The alleged claims presented in the Committee's ex parts Statement of Claim are not supported by the rules of the agreement and should be dismissed and if not dismissed, denied.


The Carrier affirmatively states that the substance of all matters referred to herein has been the subject of correspondence or discussion in conference between the representatives of the parties hereto and made a part of the particular question in dispute.

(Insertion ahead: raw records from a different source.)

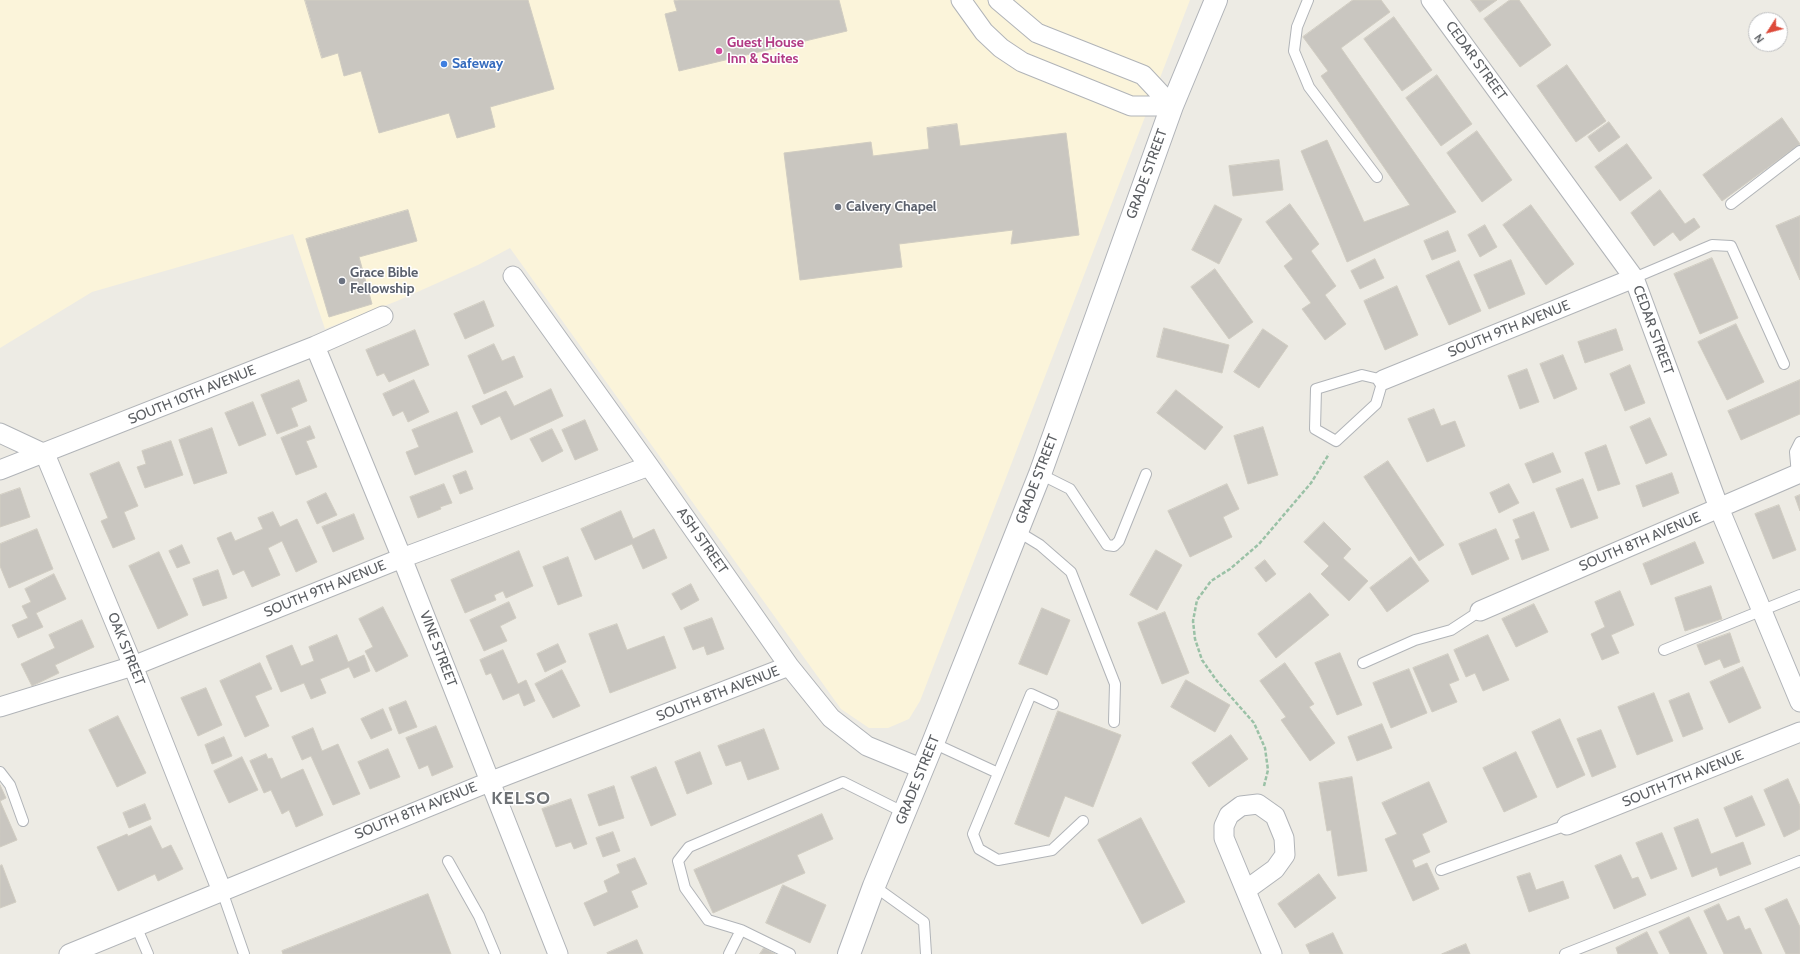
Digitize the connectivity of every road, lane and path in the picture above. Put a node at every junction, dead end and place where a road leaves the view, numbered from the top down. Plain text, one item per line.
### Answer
1 (961, 0) edge
2 (998, 0) edge
3 (1216, 0) edge
4 (1308, 0) edge
5 (1431, 0) edge
6 (1172, 106) junction
7 (1800, 151) edge
8 (1377, 177) dead end
9 (1731, 204) dead end
10 (514, 276) dead end
11 (1634, 278) junction
12 (383, 316) dead end
13 (315, 346) junction
14 (1784, 364) dead end
15 (1383, 380) junction
16 (0, 433) edge
17 (1336, 441) junction
18 (1800, 442) edge
19 (45, 454) junction
20 (649, 466) junction
21 (0, 470) edge
22 (1040, 474) junction
23 (1146, 474) dead end
24 (1798, 474) edge
25 (1720, 508) junction
26 (1017, 531) junction
27 (402, 558) junction
28 (1800, 595) edge
29 (1762, 610) junction
30 (1480, 611) joint
31 (1664, 650) dead end
32 (1364, 663) dead end
33 (133, 666) junction
34 (789, 666) junction
35 (1800, 702) edge
36 (1053, 704) dead end
37 (0, 707) edge
38 (1114, 722) dead end
39 (1800, 732) edge
40 (933, 743) junction
41 (923, 769) junction
42 (0, 772) edge
43 (998, 773) junction
44 (489, 782) junction
45 (1258, 804) junction
46 (905, 813) junction
47 (23, 821) dead end
48 (1083, 821) dead end
49 (1567, 825) joint
50 (448, 861) dead end
51 (1800, 861) edge
52 (1441, 870) dead end
53 (874, 886) junction
54 (1246, 890) junction
55 (222, 891) junction
56 (136, 926) junction
57 (741, 930) junction
58 (68, 954) edge
59 (148, 954) edge
60 (244, 954) edge
61 (495, 954) edge
62 (558, 954) edge
63 (729, 954) edge
64 (790, 954) edge
65 (849, 954) edge
66 (926, 954) edge
67 (1272, 954) edge
68 (1565, 954) edge

1 - 6 street
2 - 6 street
3 - 6 main road, GRADE STREET
4 - 8 lane
5 - 11 street, CEDAR STREET
6 - 22 main road, GRADE STREET
7 - 9 lane
10 - 20 street, ASH STREET
11 - 14 lane
11 - 15 street, SOUTH 9TH AVENUE
11 - 25 street, CEDAR STREET
12 - 13 street, SOUTH 10TH AVENUE
13 - 19 street, SOUTH 10TH AVENUE
13 - 27 street, VINE STREET
15 - 17 lane
15 - 17 lane
16 - 19 street
17 - 45 path
18 - 24 lane
19 - 21 street, SOUTH 10TH AVENUE
19 - 33 street, OAK STREET
20 - 27 street, SOUTH 9TH AVENUE
20 - 34 street, ASH STREET
22 - 23 lane
22 - 26 main road, GRADE STREET
24 - 25 street, SOUTH 8TH AVENUE
25 - 29 street, CEDAR STREET
25 - 30 street, SOUTH 8TH AVENUE
26 - 38 lane
26 - 40 main road, GRADE STREET
27 - 33 street, SOUTH 9TH AVENUE
27 - 44 street, VINE STREET
28 - 29 lane
29 - 31 lane
29 - 35 street, CEDAR STREET
30 - 32 lane
33 - 37 street, SOUTH 9TH AVENUE
33 - 55 street, OAK STREET
34 - 41 street, ASH STREET
34 - 44 street, SOUTH 8TH AVENUE
36 - 43 lane
39 - 49 street, SOUTH 7TH AVENUE
40 - 41 main road, GRADE STREET
40 - 43 lane
41 - 46 main road, GRADE STREET
42 - 47 lane
43 - 48 lane
44 - 55 street, SOUTH 8TH AVENUE
44 - 62 street, VINE STREET
45 - 54 street
45 - 54 street
46 - 53 main road, GRADE STREET
46 - 57 lane
49 - 52 lane
50 - 61 lane
51 - 68 lane
53 - 65 main road, GRADE STREET
53 - 66 lane
54 - 67 street
55 - 56 street, SOUTH 8TH AVENUE
55 - 60 lane
56 - 58 street, SOUTH 8TH AVENUE
56 - 59 lane
57 - 63 lane
57 - 64 lane

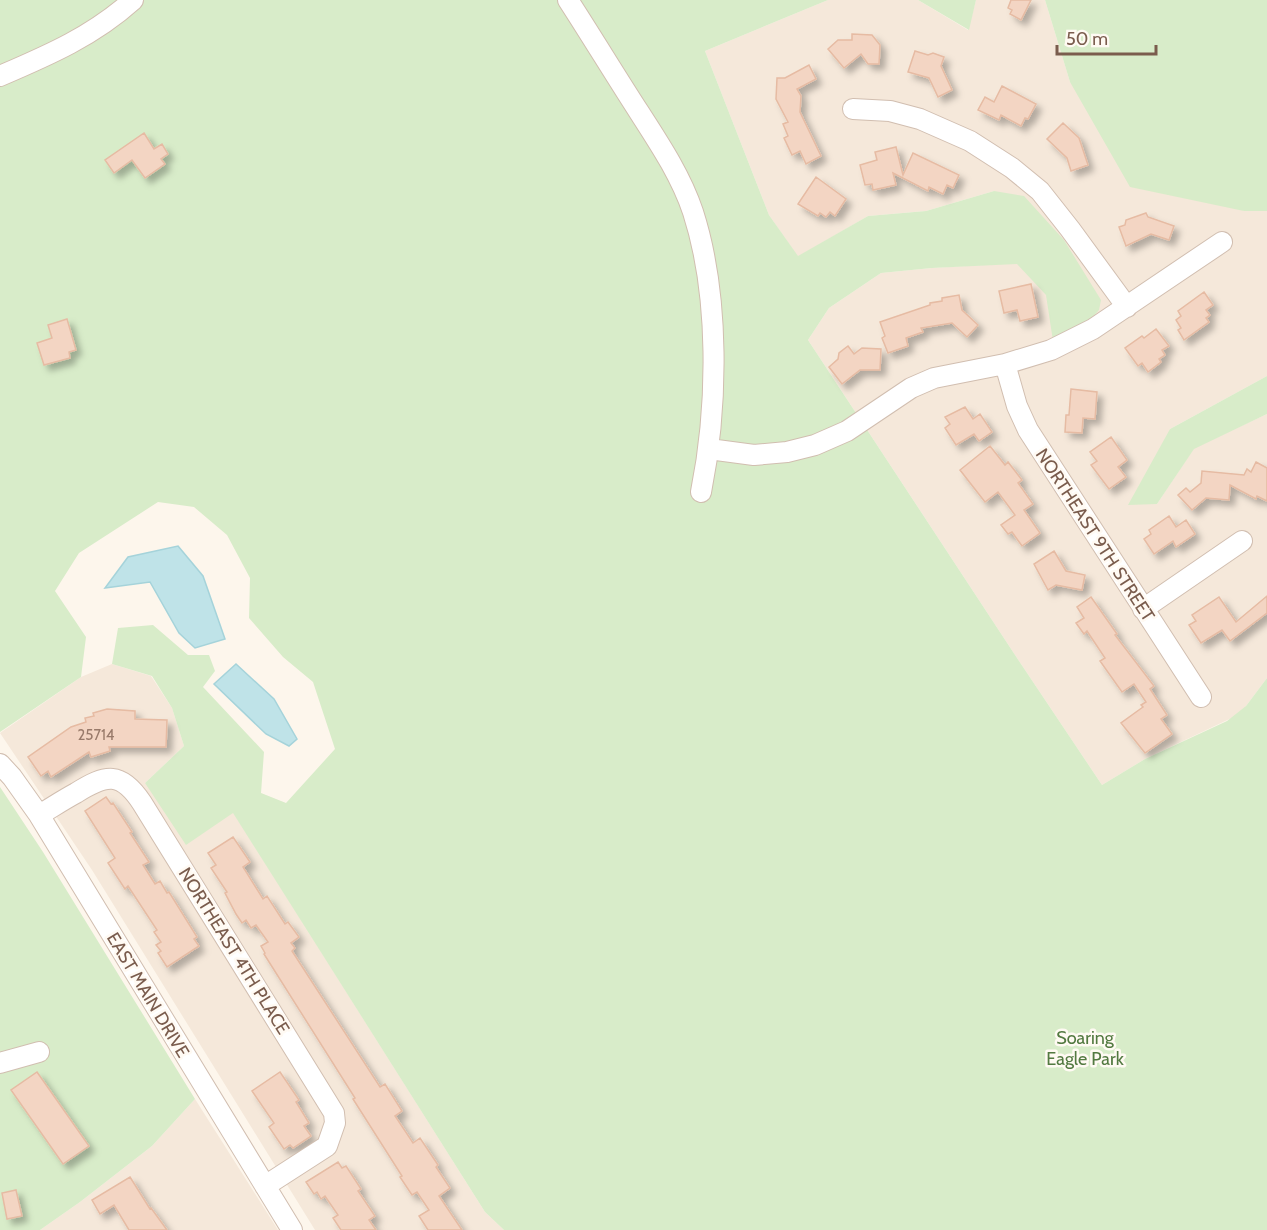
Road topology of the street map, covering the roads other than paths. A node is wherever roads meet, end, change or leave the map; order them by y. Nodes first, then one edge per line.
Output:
1 (133, 0) edge
2 (568, 0) edge
3 (0, 76) edge
4 (853, 109) dead end
5 (1222, 242) dead end
6 (1127, 307) junction
7 (1005, 364) junction
8 (709, 449) junction
9 (700, 492) dead end
10 (1242, 541) dead end
11 (1143, 609) junction
12 (1201, 697) dead end
13 (0, 764) edge
14 (39, 815) junction
15 (39, 1052) dead end
16 (0, 1063) edge
17 (265, 1186) junction
18 (292, 1230) edge

1 - 3 street
2 - 8 street
4 - 6 street
5 - 6 street
6 - 7 street
7 - 8 street
7 - 11 street, NORTHEAST 9TH STREET
8 - 9 street
10 - 11 street
11 - 12 street, NORTHEAST 9TH STREET
13 - 14 street, EAST MAIN DRIVE
14 - 17 street, EAST MAIN DRIVE
14 - 17 street, NORTHEAST 4TH PLACE
15 - 16 street
17 - 18 street, EAST MAIN DRIVE

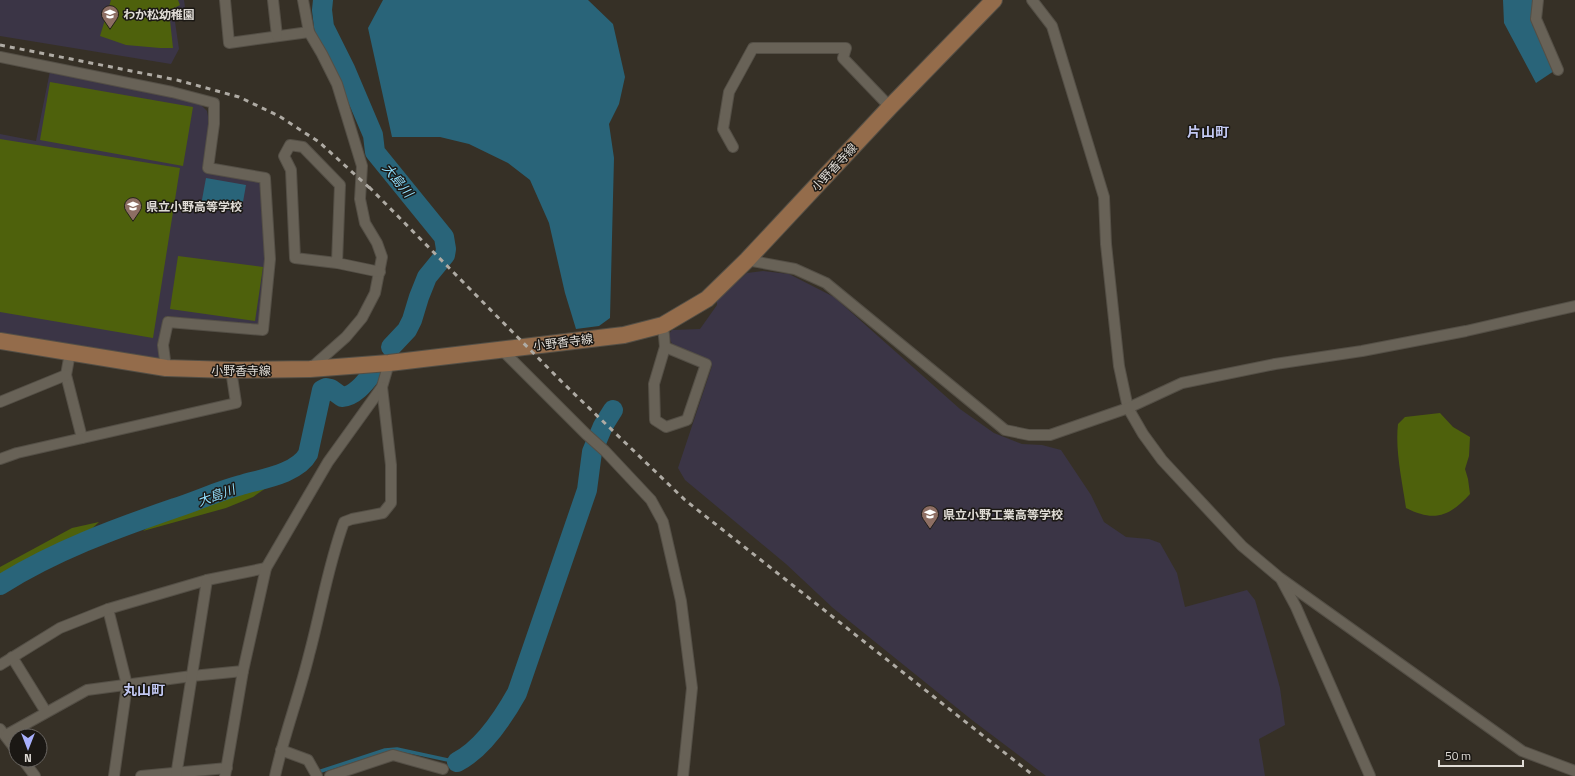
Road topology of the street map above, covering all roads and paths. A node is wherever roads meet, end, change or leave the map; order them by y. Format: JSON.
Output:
{"nodes":[{"id":1,"x":225,"y":0,"type":"edge"},
{"id":2,"x":273,"y":0,"type":"edge"},
{"id":3,"x":303,"y":0,"type":"edge"},
{"id":4,"x":994,"y":0,"type":"edge"},
{"id":5,"x":1032,"y":0,"type":"edge"},
{"id":6,"x":1538,"y":0,"type":"edge"},
{"id":7,"x":309,"y":32,"type":"junction"},
{"id":8,"x":277,"y":36,"type":"junction"},
{"id":9,"x":0,"y":57,"type":"edge"},
{"id":10,"x":1558,"y":70,"type":"dead end"},
{"id":11,"x":890,"y":107,"type":"junction"},
{"id":12,"x":733,"y":147,"type":"dead end"},
{"id":13,"x":747,"y":260,"type":"junction"},
{"id":14,"x":337,"y":263,"type":"junction"},
{"id":15,"x":380,"y":272,"type":"junction"},
{"id":16,"x":1575,"y":306,"type":"edge"},
{"id":17,"x":663,"y":324,"type":"junction"},
{"id":18,"x":0,"y":341,"type":"edge"},
{"id":19,"x":665,"y":347,"type":"junction"},
{"id":20,"x":502,"y":350,"type":"junction"},
{"id":21,"x":70,"y":353,"type":"junction"},
{"id":22,"x":389,"y":363,"type":"junction"},
{"id":23,"x":166,"y":368,"type":"junction"},
{"id":24,"x":231,"y":370,"type":"junction"},
{"id":25,"x":310,"y":370,"type":"junction"},
{"id":26,"x":66,"y":375,"type":"junction"},
{"id":27,"x":382,"y":387,"type":"junction"},
{"id":28,"x":0,"y":402,"type":"edge"},
{"id":29,"x":1128,"y":408,"type":"junction"},
{"id":30,"x":82,"y":438,"type":"junction"},
{"id":31,"x":0,"y":459,"type":"edge"},
{"id":32,"x":266,"y":568,"type":"junction"},
{"id":33,"x":1280,"y":578,"type":"junction"},
{"id":34,"x":207,"y":580,"type":"junction"},
{"id":35,"x":108,"y":609,"type":"junction"},
{"id":36,"x":12,"y":658,"type":"junction"},
{"id":37,"x":0,"y":665,"type":"edge"},
{"id":38,"x":243,"y":671,"type":"junction"},
{"id":39,"x":192,"y":676,"type":"junction"},
{"id":40,"x":127,"y":685,"type":"junction"},
{"id":41,"x":46,"y":712,"type":"junction"},
{"id":42,"x":3,"y":732,"type":"edge"},
{"id":43,"x":281,"y":750,"type":"junction"},
{"id":44,"x":439,"y":771,"type":"edge"},
{"id":45,"x":1575,"y":771,"type":"edge"},
{"id":46,"x":226,"y":772,"type":"edge"},
{"id":47,"x":315,"y":773,"type":"edge"},
{"id":48,"x":176,"y":774,"type":"edge"},
{"id":49,"x":114,"y":776,"type":"edge"},
{"id":50,"x":141,"y":776,"type":"edge"},
{"id":51,"x":275,"y":776,"type":"edge"},
{"id":52,"x":330,"y":776,"type":"edge"},
{"id":53,"x":683,"y":776,"type":"edge"},
{"id":54,"x":1370,"y":776,"type":"edge"}],
"edges":[{"from":1,"to":8,"type":"street"},
{"from":2,"to":8,"type":"street"},
{"from":3,"to":7,"type":"street"},
{"from":4,"to":11,"type":"main road","name":"小野香寺線"},
{"from":5,"to":29,"type":"street"},
{"from":6,"to":10,"type":"street"},
{"from":7,"to":8,"type":"street"},
{"from":7,"to":15,"type":"street"},
{"from":9,"to":23,"type":"street"},
{"from":11,"to":12,"type":"street"},
{"from":11,"to":13,"type":"main road","name":"小野香寺線"},
{"from":13,"to":17,"type":"main road","name":"小野香寺線"},
{"from":13,"to":29,"type":"street"},
{"from":14,"to":14,"type":"street"},
{"from":14,"to":15,"type":"street"},
{"from":15,"to":25,"type":"street"},
{"from":16,"to":29,"type":"street"},
{"from":17,"to":19,"type":"street"},
{"from":17,"to":20,"type":"main road","name":"小野香寺線"},
{"from":18,"to":21,"type":"main road","name":"小野香寺線"},
{"from":19,"to":19,"type":"street"},
{"from":20,"to":22,"type":"main road","name":"小野香寺線"},
{"from":20,"to":53,"type":"street"},
{"from":21,"to":23,"type":"main road","name":"小野香寺線"},
{"from":21,"to":26,"type":"street"},
{"from":22,"to":25,"type":"main road","name":"小野香寺線"},
{"from":22,"to":27,"type":"street"},
{"from":23,"to":24,"type":"main road","name":"小野香寺線"},
{"from":24,"to":25,"type":"main road","name":"小野香寺線"},
{"from":24,"to":30,"type":"street"},
{"from":26,"to":28,"type":"street"},
{"from":26,"to":30,"type":"street"},
{"from":27,"to":32,"type":"street"},
{"from":27,"to":43,"type":"street"},
{"from":29,"to":33,"type":"street"},
{"from":30,"to":31,"type":"street"},
{"from":32,"to":34,"type":"street"},
{"from":32,"to":38,"type":"street"},
{"from":33,"to":45,"type":"street"},
{"from":33,"to":54,"type":"street"},
{"from":34,"to":35,"type":"street"},
{"from":34,"to":39,"type":"street"},
{"from":35,"to":36,"type":"street"},
{"from":35,"to":40,"type":"street"},
{"from":36,"to":37,"type":"street"},
{"from":36,"to":41,"type":"street"},
{"from":38,"to":39,"type":"street"},
{"from":38,"to":46,"type":"street"},
{"from":39,"to":40,"type":"street"},
{"from":39,"to":48,"type":"street"},
{"from":40,"to":41,"type":"street"},
{"from":40,"to":49,"type":"street"},
{"from":41,"to":42,"type":"street"},
{"from":43,"to":47,"type":"street"},
{"from":43,"to":51,"type":"street"},
{"from":44,"to":52,"type":"street"},
{"from":46,"to":48,"type":"street"},
{"from":48,"to":50,"type":"street"}]}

OPINION OF BOARD: It is Claimant's contention that during February and March, 1958, the Carrier's Bridge and Building employes were engaged in the work of making heavy repairs to bridges on Carrier's Montpelier Division; that on or about February 25, 1958, the Carrier assigned Crane Operator, Jack Haneline, who held no seniority under the provisions of the Maintenance of Way Employes Agreement to operate a "locomotive crane" in connection with that work which was the work of the Bridge and Building Department that on March 10, 1958, the Claimant, Gerald Stanberry, who had established and held seniority as a Dragline Operator, and had been regularly assigned as such, was furloughed in force reduction; that on March 11, 1958, the Claimant reported for another work assignment or to exercise displacement rights and was informed that there was neither a work assignment nor a junior employe whom he could displace even though Claimant was qualified to have performed the locomotive crane operator's work; it is the contention of the Petitioner that under the Scope Rule the work of "locomotive crane operator" is work that belongs to the Bridge and Building Department employes, that in the exercise of his seniority, there being no locomotive crane operator available, Claimant had the right under the Agreement, of an assignment to the position, and Carrier has violated the Agreement.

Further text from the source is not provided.